**Exercise brief**
Your answer should be a single number: the count of lines in the entries below that contain "Hamline".

*** Data records Section Begins ***

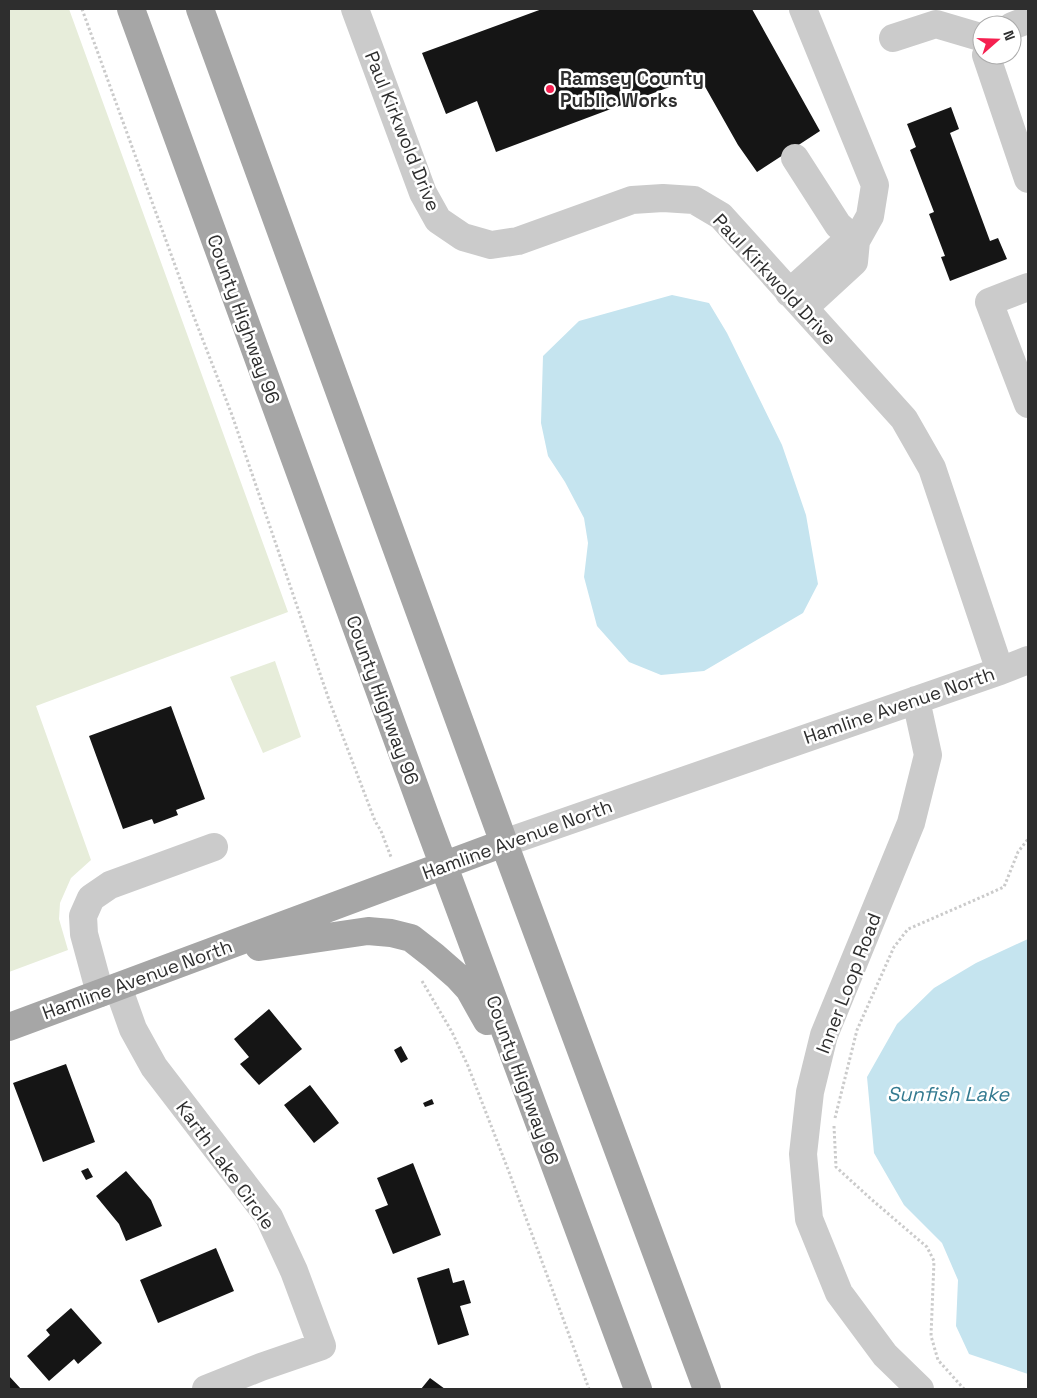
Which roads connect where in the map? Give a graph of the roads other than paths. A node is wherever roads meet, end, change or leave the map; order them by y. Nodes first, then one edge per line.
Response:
1 (131, 9) edge
2 (200, 9) edge
3 (355, 9) edge
4 (802, 9) edge
5 (893, 38) dead end
6 (972, 39) edge
7 (989, 65) edge
8 (794, 158) dead end
9 (1028, 179) edge
10 (856, 241) junction
11 (1028, 287) edge
12 (797, 300) junction
13 (1028, 404) edge
14 (1028, 660) edge
15 (1000, 671) junction
16 (916, 700) junction
17 (504, 843) junction
18 (214, 846) dead end
19 (443, 865) junction
20 (194, 958) junction
21 (109, 990) junction
22 (9, 1027) edge
23 (530, 1100) junction
24 (206, 1389) edge
25 (638, 1389) edge
26 (707, 1389) edge
27 (920, 1389) edge

1 - 19 main road, County Highway 96
2 - 17 main road
3 - 12 street, Paul Kirkwold Drive
4 - 10 street
5 - 6 street
7 - 9 street
8 - 10 street
10 - 12 street
11 - 13 street
12 - 15 street, Paul Kirkwold Drive
14 - 15 street, Hamline Avenue North
15 - 16 street, Hamline Avenue North
16 - 17 street, Hamline Avenue North
16 - 27 street, Inner Loop Road
17 - 19 main road, Hamline Avenue North
17 - 26 main road
18 - 21 street
19 - 20 main road, Hamline Avenue North
19 - 23 main road, County Highway 96
20 - 21 main road, Hamline Avenue North
20 - 23 main road
21 - 22 main road, Hamline Avenue North
21 - 24 street, Karth Lake Circle
23 - 25 main road, County Highway 96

*** Data records Section Ends ***

**Problem solution**
7